▶ WORK ITEM
Your answer must match the material exactly, line for line.

▶ PROVIDED RECORDS
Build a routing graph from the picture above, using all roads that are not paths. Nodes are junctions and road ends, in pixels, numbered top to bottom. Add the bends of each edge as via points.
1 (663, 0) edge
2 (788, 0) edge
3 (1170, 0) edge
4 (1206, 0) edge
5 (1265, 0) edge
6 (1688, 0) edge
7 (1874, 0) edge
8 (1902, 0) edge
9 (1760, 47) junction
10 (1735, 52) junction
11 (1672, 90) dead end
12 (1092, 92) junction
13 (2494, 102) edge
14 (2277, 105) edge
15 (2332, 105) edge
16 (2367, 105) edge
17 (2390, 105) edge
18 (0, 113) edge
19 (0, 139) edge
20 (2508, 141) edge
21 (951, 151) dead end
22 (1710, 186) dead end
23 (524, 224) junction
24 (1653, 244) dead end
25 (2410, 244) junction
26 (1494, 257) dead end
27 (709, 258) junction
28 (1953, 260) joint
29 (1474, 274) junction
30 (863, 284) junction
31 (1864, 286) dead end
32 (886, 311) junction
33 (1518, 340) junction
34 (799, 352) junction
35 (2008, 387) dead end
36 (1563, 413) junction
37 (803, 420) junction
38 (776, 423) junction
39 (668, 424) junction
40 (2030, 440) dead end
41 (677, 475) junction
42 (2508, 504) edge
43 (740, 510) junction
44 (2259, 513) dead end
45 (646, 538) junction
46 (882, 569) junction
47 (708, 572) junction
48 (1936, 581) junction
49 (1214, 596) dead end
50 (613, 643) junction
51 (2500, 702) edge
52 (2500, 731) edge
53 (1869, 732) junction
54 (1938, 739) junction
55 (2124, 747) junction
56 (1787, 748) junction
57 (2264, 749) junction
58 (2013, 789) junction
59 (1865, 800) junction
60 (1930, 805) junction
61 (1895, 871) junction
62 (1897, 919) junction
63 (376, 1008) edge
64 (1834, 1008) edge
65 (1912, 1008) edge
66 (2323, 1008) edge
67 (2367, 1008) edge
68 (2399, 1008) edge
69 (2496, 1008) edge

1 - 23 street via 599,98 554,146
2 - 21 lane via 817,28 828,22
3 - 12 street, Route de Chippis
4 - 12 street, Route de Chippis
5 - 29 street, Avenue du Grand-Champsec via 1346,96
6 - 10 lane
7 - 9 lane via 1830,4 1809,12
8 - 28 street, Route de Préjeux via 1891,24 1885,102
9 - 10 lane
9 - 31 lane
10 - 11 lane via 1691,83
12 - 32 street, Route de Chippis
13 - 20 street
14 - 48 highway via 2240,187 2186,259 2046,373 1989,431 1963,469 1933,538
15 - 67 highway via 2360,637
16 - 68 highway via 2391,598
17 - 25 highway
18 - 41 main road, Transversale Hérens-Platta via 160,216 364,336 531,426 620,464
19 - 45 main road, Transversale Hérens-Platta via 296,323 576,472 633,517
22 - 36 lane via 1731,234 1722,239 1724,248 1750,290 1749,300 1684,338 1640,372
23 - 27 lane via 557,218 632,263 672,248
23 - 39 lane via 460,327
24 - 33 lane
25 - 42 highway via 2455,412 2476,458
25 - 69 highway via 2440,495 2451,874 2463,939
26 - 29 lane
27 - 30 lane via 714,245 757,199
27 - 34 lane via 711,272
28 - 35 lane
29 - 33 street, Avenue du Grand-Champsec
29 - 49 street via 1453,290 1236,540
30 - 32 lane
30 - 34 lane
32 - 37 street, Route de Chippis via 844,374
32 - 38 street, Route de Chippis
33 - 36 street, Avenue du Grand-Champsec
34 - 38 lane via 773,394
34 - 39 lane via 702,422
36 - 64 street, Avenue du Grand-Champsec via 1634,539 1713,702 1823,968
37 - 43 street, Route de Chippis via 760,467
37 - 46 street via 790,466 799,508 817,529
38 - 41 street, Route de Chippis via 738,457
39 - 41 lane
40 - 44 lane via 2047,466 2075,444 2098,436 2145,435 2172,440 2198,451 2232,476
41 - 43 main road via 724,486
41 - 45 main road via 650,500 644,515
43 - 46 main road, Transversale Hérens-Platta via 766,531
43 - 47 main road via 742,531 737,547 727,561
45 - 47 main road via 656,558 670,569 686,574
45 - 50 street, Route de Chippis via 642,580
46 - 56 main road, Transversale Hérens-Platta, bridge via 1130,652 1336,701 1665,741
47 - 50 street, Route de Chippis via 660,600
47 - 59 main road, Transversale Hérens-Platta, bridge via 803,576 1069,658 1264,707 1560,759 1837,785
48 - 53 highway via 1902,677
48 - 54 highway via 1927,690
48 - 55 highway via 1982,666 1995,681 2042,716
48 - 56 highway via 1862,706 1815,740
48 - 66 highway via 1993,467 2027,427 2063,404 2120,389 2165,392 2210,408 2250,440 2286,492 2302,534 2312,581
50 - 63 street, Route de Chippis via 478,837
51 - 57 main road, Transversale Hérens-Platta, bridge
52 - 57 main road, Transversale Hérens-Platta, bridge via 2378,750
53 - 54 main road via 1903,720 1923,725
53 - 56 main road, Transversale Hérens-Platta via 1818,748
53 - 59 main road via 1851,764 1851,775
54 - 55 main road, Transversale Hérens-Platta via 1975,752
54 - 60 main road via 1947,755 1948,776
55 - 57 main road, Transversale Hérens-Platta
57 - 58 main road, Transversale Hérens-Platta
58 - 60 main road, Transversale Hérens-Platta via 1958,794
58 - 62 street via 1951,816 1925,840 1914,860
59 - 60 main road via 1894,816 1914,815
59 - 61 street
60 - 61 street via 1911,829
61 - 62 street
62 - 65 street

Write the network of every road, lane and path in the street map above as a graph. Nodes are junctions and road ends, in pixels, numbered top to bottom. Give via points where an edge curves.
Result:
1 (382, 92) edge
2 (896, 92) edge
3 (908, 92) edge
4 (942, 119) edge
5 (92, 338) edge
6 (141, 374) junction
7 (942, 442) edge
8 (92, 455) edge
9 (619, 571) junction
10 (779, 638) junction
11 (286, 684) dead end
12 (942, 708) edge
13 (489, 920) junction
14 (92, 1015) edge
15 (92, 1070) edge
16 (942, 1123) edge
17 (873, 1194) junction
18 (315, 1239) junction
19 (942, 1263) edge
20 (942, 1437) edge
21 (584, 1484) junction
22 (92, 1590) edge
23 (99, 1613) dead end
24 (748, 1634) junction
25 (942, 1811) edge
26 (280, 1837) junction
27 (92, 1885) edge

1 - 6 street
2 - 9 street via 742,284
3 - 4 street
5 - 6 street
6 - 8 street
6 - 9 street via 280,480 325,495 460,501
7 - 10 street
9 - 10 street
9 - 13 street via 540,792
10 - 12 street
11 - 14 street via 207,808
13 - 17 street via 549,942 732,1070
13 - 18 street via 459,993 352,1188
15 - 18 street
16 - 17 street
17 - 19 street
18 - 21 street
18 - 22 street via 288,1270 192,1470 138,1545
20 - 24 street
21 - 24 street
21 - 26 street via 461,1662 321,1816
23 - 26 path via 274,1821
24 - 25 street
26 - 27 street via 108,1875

▶ SOLUTION TO THIS TASK
Build a routing graph from the picture above, using all roads that are not paths. Nodes are junctions and road ends, in pixels, numbered top to bottom. Add the bends of each edge as via points.
1 (663, 0) edge
2 (788, 0) edge
3 (1170, 0) edge
4 (1206, 0) edge
5 (1265, 0) edge
6 (1688, 0) edge
7 (1874, 0) edge
8 (1902, 0) edge
9 (1760, 47) junction
10 (1735, 52) junction
11 (1672, 90) dead end
12 (1092, 92) junction
13 (2494, 102) edge
14 (2277, 105) edge
15 (2332, 105) edge
16 (2367, 105) edge
17 (2390, 105) edge
18 (0, 113) edge
19 (0, 139) edge
20 (2508, 141) edge
21 (951, 151) dead end
22 (1710, 186) dead end
23 (524, 224) junction
24 (1653, 244) dead end
25 (2410, 244) junction
26 (1494, 257) dead end
27 (709, 258) junction
28 (1953, 260) joint
29 (1474, 274) junction
30 (863, 284) junction
31 (1864, 286) dead end
32 (886, 311) junction
33 (1518, 340) junction
34 (799, 352) junction
35 (2008, 387) dead end
36 (1563, 413) junction
37 (803, 420) junction
38 (776, 423) junction
39 (668, 424) junction
40 (2030, 440) dead end
41 (677, 475) junction
42 (2508, 504) edge
43 (740, 510) junction
44 (2259, 513) dead end
45 (646, 538) junction
46 (882, 569) junction
47 (708, 572) junction
48 (1936, 581) junction
49 (1214, 596) dead end
50 (613, 643) junction
51 (2500, 702) edge
52 (2500, 731) edge
53 (1869, 732) junction
54 (1938, 739) junction
55 (2124, 747) junction
56 (1787, 748) junction
57 (2264, 749) junction
58 (2013, 789) junction
59 (1865, 800) junction
60 (1930, 805) junction
61 (1895, 871) junction
62 (1897, 919) junction
63 (376, 1008) edge
64 (1834, 1008) edge
65 (1912, 1008) edge
66 (2323, 1008) edge
67 (2367, 1008) edge
68 (2399, 1008) edge
69 (2496, 1008) edge

1 - 23 street via 599,98 554,146
2 - 21 lane via 817,28 828,22
3 - 12 street, Route de Chippis
4 - 12 street, Route de Chippis
5 - 29 street, Avenue du Grand-Champsec via 1346,96
6 - 10 lane
7 - 9 lane via 1830,4 1809,12
8 - 28 street, Route de Préjeux via 1891,24 1885,102
9 - 10 lane
9 - 31 lane
10 - 11 lane via 1691,83
12 - 32 street, Route de Chippis
13 - 20 street
14 - 48 highway via 2240,187 2186,259 2046,373 1989,431 1963,469 1933,538
15 - 67 highway via 2360,637
16 - 68 highway via 2391,598
17 - 25 highway
18 - 41 main road, Transversale Hérens-Platta via 160,216 364,336 531,426 620,464
19 - 45 main road, Transversale Hérens-Platta via 296,323 576,472 633,517
22 - 36 lane via 1731,234 1722,239 1724,248 1750,290 1749,300 1684,338 1640,372
23 - 27 lane via 557,218 632,263 672,248
23 - 39 lane via 460,327
24 - 33 lane
25 - 42 highway via 2455,412 2476,458
25 - 69 highway via 2440,495 2451,874 2463,939
26 - 29 lane
27 - 30 lane via 714,245 757,199
27 - 34 lane via 711,272
28 - 35 lane
29 - 33 street, Avenue du Grand-Champsec
29 - 49 street via 1453,290 1236,540
30 - 32 lane
30 - 34 lane
32 - 37 street, Route de Chippis via 844,374
32 - 38 street, Route de Chippis
33 - 36 street, Avenue du Grand-Champsec
34 - 38 lane via 773,394
34 - 39 lane via 702,422
36 - 64 street, Avenue du Grand-Champsec via 1634,539 1713,702 1823,968
37 - 43 street, Route de Chippis via 760,467
37 - 46 street via 790,466 799,508 817,529
38 - 41 street, Route de Chippis via 738,457
39 - 41 lane
40 - 44 lane via 2047,466 2075,444 2098,436 2145,435 2172,440 2198,451 2232,476
41 - 43 main road via 724,486
41 - 45 main road via 650,500 644,515
43 - 46 main road, Transversale Hérens-Platta via 766,531
43 - 47 main road via 742,531 737,547 727,561
45 - 47 main road via 656,558 670,569 686,574
45 - 50 street, Route de Chippis via 642,580
46 - 56 main road, Transversale Hérens-Platta, bridge via 1130,652 1336,701 1665,741
47 - 50 street, Route de Chippis via 660,600
47 - 59 main road, Transversale Hérens-Platta, bridge via 803,576 1069,658 1264,707 1560,759 1837,785
48 - 53 highway via 1902,677
48 - 54 highway via 1927,690
48 - 55 highway via 1982,666 1995,681 2042,716
48 - 56 highway via 1862,706 1815,740
48 - 66 highway via 1993,467 2027,427 2063,404 2120,389 2165,392 2210,408 2250,440 2286,492 2302,534 2312,581
50 - 63 street, Route de Chippis via 478,837
51 - 57 main road, Transversale Hérens-Platta, bridge
52 - 57 main road, Transversale Hérens-Platta, bridge via 2378,750
53 - 54 main road via 1903,720 1923,725
53 - 56 main road, Transversale Hérens-Platta via 1818,748
53 - 59 main road via 1851,764 1851,775
54 - 55 main road, Transversale Hérens-Platta via 1975,752
54 - 60 main road via 1947,755 1948,776
55 - 57 main road, Transversale Hérens-Platta
57 - 58 main road, Transversale Hérens-Platta
58 - 60 main road, Transversale Hérens-Platta via 1958,794
58 - 62 street via 1951,816 1925,840 1914,860
59 - 60 main road via 1894,816 1914,815
59 - 61 street
60 - 61 street via 1911,829
61 - 62 street
62 - 65 street

Write the network of every road, lane and path in the street map above as a graph. Nodes are junctions and road ends, in pixels, numbered top to bottom. Give via points where an edge curves.
Result:
1 (382, 92) edge
2 (896, 92) edge
3 (908, 92) edge
4 (942, 119) edge
5 (92, 338) edge
6 (141, 374) junction
7 (942, 442) edge
8 (92, 455) edge
9 (619, 571) junction
10 (779, 638) junction
11 (286, 684) dead end
12 (942, 708) edge
13 (489, 920) junction
14 (92, 1015) edge
15 (92, 1070) edge
16 (942, 1123) edge
17 (873, 1194) junction
18 (315, 1239) junction
19 (942, 1263) edge
20 (942, 1437) edge
21 (584, 1484) junction
22 (92, 1590) edge
23 (99, 1613) dead end
24 (748, 1634) junction
25 (942, 1811) edge
26 (280, 1837) junction
27 (92, 1885) edge

1 - 6 street
2 - 9 street via 742,284
3 - 4 street
5 - 6 street
6 - 8 street
6 - 9 street via 280,480 325,495 460,501
7 - 10 street
9 - 10 street
9 - 13 street via 540,792
10 - 12 street
11 - 14 street via 207,808
13 - 17 street via 549,942 732,1070
13 - 18 street via 459,993 352,1188
15 - 18 street
16 - 17 street
17 - 19 street
18 - 21 street
18 - 22 street via 288,1270 192,1470 138,1545
20 - 24 street
21 - 24 street
21 - 26 street via 461,1662 321,1816
23 - 26 path via 274,1821
24 - 25 street
26 - 27 street via 108,1875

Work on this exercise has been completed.